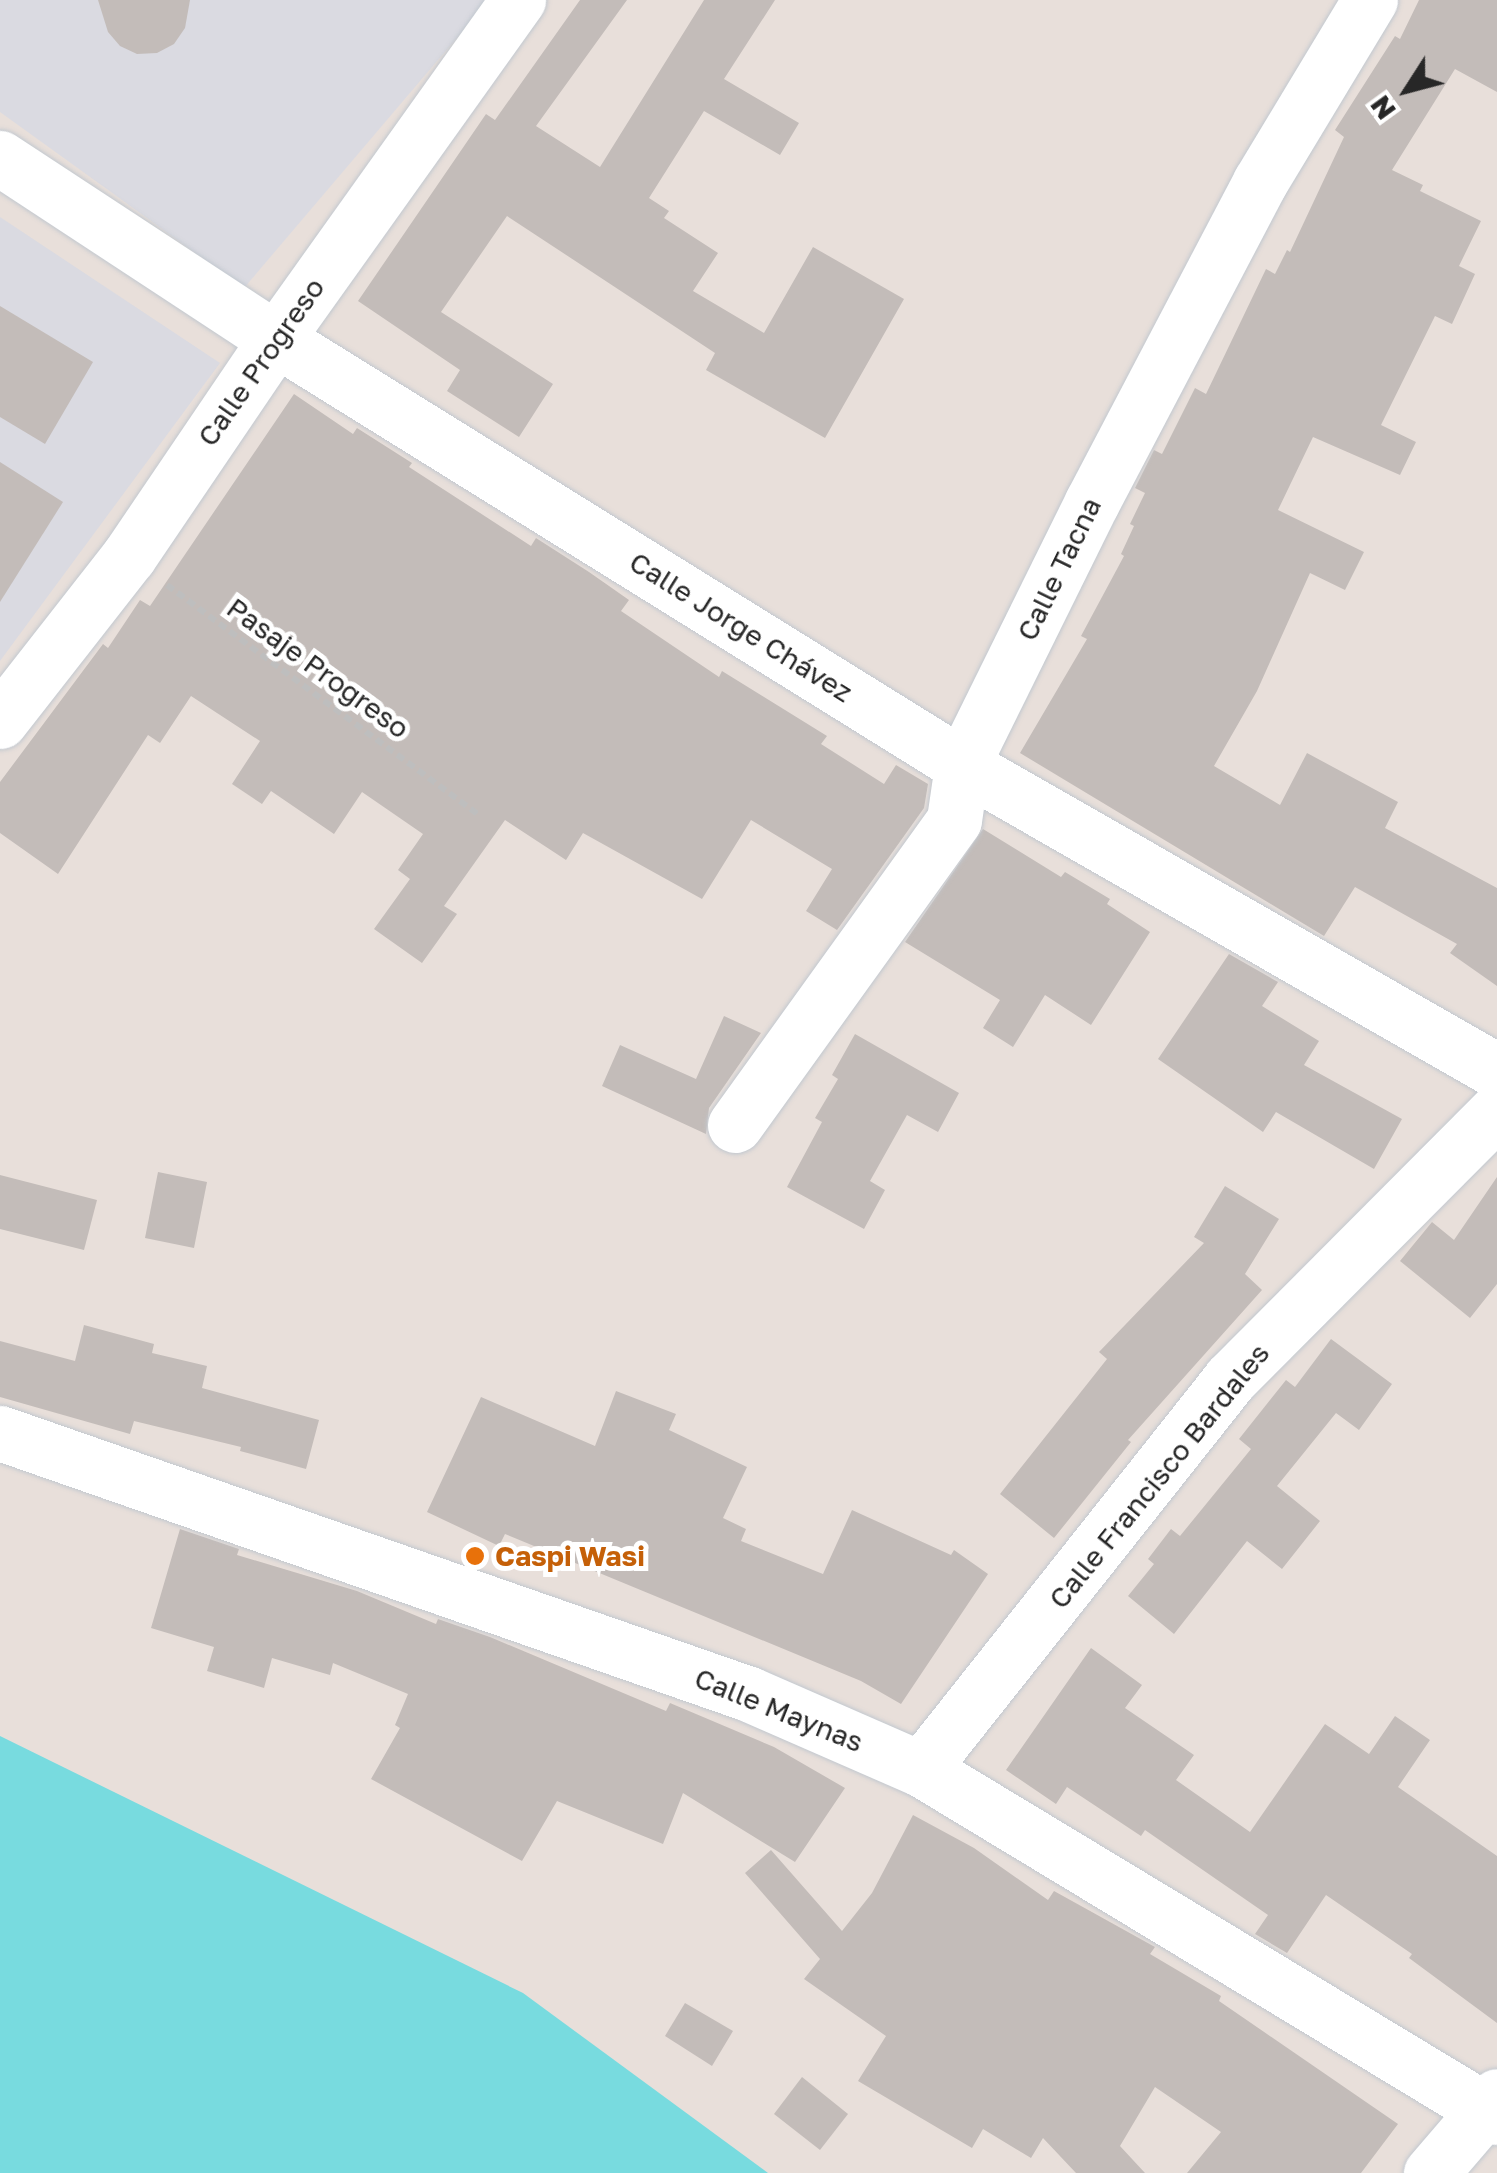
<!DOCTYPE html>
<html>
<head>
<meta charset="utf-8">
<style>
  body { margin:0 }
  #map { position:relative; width:1497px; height:2173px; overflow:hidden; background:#e8dfda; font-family:"Golos Text",sans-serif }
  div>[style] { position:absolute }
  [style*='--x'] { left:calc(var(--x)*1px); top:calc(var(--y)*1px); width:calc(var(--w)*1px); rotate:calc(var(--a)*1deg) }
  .industrial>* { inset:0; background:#dadae1 }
  .water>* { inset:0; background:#78dbdf }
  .building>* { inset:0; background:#c3bcb9 }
  .path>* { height:6px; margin-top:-3px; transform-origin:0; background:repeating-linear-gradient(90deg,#bebebe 0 8px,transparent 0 13px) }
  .roads { filter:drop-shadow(0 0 2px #c2c8cf) drop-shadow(0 0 2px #c2c8cf) }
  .minor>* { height:55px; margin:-27.5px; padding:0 27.5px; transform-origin:27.5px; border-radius:27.5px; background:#fff }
  .dots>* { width:28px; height:28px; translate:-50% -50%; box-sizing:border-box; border:5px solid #fff; border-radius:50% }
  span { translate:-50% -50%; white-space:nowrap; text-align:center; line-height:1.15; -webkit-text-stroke:10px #fff; paint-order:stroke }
  .street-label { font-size:28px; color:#272727 }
  .food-label { font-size:28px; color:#c56008; font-weight:700 }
  .left { translate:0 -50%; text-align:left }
  .north { position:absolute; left:1357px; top:40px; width:100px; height:100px; -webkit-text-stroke:8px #fff; paint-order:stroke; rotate:234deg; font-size:28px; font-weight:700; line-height:40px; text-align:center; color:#272727 }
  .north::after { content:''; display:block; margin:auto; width:35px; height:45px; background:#272727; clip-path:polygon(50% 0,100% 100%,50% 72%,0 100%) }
</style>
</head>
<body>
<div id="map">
  <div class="industrial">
    <i style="clip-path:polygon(0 0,489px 0,244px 288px,0 112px)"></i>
    <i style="clip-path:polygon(0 217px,220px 363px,0 661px)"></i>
  </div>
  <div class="water">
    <i style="clip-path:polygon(0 1736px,523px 1993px,768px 2173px,0 2173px)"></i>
  </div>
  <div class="building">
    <i style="clip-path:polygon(98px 0,190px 0,185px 28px,174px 44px,157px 53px,137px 54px,120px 46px,108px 32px)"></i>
    <i style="clip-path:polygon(580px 0,627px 0,536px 126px,600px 167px,704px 0,775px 0,724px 79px,799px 123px,780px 155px,704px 111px,649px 198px,669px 211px,664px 218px,718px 253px,693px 291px,764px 333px,813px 247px,904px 299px,825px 438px,706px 370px,715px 353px,507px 216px,441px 312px,553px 384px,519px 437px,447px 391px,460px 370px,358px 301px,486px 114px,495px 120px)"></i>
    <i style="clip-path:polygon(1419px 0,1497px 0,1497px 92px,1455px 69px,1392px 170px,1423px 185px,1420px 191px,1481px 221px,1459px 266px,1475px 274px,1452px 324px,1435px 316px,1381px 425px,1416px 442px,1400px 475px,1313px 437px,1278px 510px,1364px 552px,1345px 590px,1310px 573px,1257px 691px,1214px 766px,1280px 805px,1307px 753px,1398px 802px,1385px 828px,1497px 888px,1497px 986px,1450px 953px,1457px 944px,1355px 887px,1324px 936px,1020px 753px,1087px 639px,1081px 636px,1124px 556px,1121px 554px,1134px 526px,1130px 524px,1145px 493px,1135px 488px,1154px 450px,1162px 454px,1195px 388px,1206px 394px,1266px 269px,1275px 274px,1287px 250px,1290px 252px,1344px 137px,1335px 130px,1395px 36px,1400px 39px)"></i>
    <i style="clip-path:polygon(0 306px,93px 362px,45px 444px,0 417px)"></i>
    <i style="clip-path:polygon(294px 394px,353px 434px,357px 428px,412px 463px,409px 467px,531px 546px,536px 538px,589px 572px,629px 600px,621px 611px,719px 677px,722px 671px,827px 736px,821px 744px,884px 784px,896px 765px,928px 784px,924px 808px,837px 930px,806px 911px,832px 869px,751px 820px,702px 899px,583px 833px,566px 860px,505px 820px,444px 906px,457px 914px,422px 963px,374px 929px,410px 879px,398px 870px,423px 834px,362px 792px,334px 834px,271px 791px,262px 804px,232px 784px,260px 741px,191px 696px,160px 743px,148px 735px,58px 874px,0 833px,0 782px,103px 644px,108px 648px,140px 600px,150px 606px)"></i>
    <i style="clip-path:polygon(0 462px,63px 502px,0 602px)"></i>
    <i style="clip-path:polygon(983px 829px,1061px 877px,1065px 872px,1110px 899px,1107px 904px,1150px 932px,1091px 1025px,1045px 995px,1013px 1047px,983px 1028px,1000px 1000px,905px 942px)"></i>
    <i style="clip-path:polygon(1229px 954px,1278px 982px,1262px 1006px,1319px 1041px,1304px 1065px,1402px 1119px,1374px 1169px,1276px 1112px,1263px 1132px,1158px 1059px)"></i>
    <i style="clip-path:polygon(724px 1016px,761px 1033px,709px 1108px,706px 1134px,602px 1086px,620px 1045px,696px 1079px)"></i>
    <i style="clip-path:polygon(855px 1034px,959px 1093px,938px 1132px,907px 1115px,870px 1181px,885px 1190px,864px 1229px,787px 1187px,822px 1122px,815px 1118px,838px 1079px,832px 1075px)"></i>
    <i style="clip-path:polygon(158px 1172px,207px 1182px,194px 1248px,145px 1238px)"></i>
    <i style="clip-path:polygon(0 1175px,97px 1200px,84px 1250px,0 1229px)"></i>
    <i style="clip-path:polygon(1497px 1177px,1497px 1284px,1470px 1318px,1400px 1261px,1432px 1222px,1454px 1240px)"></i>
    <i style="clip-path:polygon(1225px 1186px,1279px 1219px,1245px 1274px,1262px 1290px,1128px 1440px,1131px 1442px,1054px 1538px,1000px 1494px,1107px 1359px,1099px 1352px,1204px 1243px,1194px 1237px)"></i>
    <i style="clip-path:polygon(84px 1325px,154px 1344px,152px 1353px,207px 1366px,202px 1388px,319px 1420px,306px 1469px,240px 1451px,241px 1447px,134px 1421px,130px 1434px,0 1397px,0 1341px,75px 1361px)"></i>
    <i style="clip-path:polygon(1331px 1339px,1392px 1384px,1359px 1430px,1336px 1413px,1277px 1486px,1320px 1521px,1282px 1569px,1247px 1541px,1174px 1634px,1128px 1596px,1154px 1564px,1148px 1559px,1171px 1529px,1180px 1536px,1251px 1449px,1239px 1439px,1286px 1380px,1295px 1387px)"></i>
    <i style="clip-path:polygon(616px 1391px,676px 1414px,669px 1430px,747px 1467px,723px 1518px,746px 1529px,741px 1541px,823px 1574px,852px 1510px,951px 1555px,954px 1550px,988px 1574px,901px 1704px,861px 1681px,505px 1534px,499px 1546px,427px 1512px,481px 1397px,595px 1446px)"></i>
    <i style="clip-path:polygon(180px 1529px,239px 1549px,237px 1555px,357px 1591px,436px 1624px,438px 1619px,490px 1637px,666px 1711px,670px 1703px,774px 1747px,845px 1788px,795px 1862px,683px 1793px,663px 1844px,557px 1801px,522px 1861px,371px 1779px,400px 1728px,395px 1725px,408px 1694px,333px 1663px,330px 1675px,272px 1658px,264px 1688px,207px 1671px,214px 1647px,151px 1628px)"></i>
    <i style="clip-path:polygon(1091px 1648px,1142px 1685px,1125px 1708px,1194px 1755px,1176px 1780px,1250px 1832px,1325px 1724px,1369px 1754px,1395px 1716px,1430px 1740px,1398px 1787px,1497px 1856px,1497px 2023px,1409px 1958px,1412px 1954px,1326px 1895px,1287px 1953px,1255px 1934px,1268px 1915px,1145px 1830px,1141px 1836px,1067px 1787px,1056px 1804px,1006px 1770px)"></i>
    <i style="clip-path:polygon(913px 1815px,974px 1848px,1048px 1900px,1054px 1891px,1155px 1947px,1150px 1954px,1221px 1996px,1219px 2001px,1398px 2124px,1361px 2173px,1187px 2173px,1221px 2132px,1155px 2087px,1120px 2146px,1145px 2173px,1076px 2173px,1043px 2138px,1031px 2158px,983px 2129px,972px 2148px,858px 2081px,886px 2036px,804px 1979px,820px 1959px,745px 1873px,771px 1850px,842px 1931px,872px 1893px)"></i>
    <i style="clip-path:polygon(685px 2003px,733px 2031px,712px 2066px,665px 2036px)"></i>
    <i style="clip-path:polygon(802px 2077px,848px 2114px,820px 2150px,774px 2114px)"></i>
  </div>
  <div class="path">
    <i style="--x:167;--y:585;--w:389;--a:36.4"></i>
  </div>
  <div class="roads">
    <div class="minor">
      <i style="--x:0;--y:158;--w:330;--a:33.3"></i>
      <i style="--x:276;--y:339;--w:808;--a:31.84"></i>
      <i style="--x:962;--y:765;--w:616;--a:29.77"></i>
      <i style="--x:0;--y:721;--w:209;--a:-52"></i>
      <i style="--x:129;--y:556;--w:262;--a:-55.9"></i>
      <i style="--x:276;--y:339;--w:417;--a:-54.5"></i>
      <i style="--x:735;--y:1125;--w:375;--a:-54.3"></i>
      <i style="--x:954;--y:820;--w:56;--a:-81.7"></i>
      <i style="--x:962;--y:765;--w:293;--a:-63.7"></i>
      <i style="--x:1092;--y:502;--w:361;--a:-62.3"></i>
      <i style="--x:1260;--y:182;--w:213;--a:-58.9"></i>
      <i style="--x:0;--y:1433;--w:793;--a:19.21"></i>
      <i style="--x:749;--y:1694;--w:188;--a:23.6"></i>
      <i style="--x:921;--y:1769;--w:673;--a:31.14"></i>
      <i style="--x:921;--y:1769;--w:498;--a:-51.6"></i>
      <i style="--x:1230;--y:1379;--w:378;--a:-45.1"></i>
      <i style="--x:1431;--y:2173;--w:101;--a:-49.4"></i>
    </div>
  </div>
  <div class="dots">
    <i style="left:475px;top:1556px;background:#e8710a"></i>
  </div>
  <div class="street-label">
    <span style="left:261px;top:362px;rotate:-55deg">Calle Progreso</span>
    <span style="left:1059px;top:569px;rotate:-64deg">Calle Tacna</span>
    <span style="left:741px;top:627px;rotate:32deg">Calle Jorge Chávez</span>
    <span style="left:318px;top:668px;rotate:36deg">Pasaje Progreso</span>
    <span style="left:1159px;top:1476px;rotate:-51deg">Calle Francisco Bardales</span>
    <span style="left:779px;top:1710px;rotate:22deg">Calle Maynas</span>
  </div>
  <div class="food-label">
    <span class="left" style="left:495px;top:1556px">Caspi Wasi</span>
  </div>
  <div class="north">N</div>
</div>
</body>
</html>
● ● ● ● ●
Activity: The range runs from the line with "translate:-50% -50%; white-space:nowrap;" up to and including the line with "position:absolute; left:1357px; top:40px;" in the listing above; please write out exactly those lines and nothing more.

Answer space:
  span { translate:-50% -50%; white-space:nowrap; text-align:center; line-height:1.15; -webkit-text-stroke:10px #fff; paint-order:stroke }
  .street-label { font-size:28px; color:#272727 }
  .food-label { font-size:28px; color:#c56008; font-weight:700 }
  .left { translate:0 -50%; text-align:left }
  .north { position:absolute; left:1357px; top:40px; width:100px; height:100px; -webkit-text-stroke:8px #fff; paint-order:stroke; rotate:234deg; font-size:28px; font-weight:700; line-height:40px; text-align:center; color:#272727 }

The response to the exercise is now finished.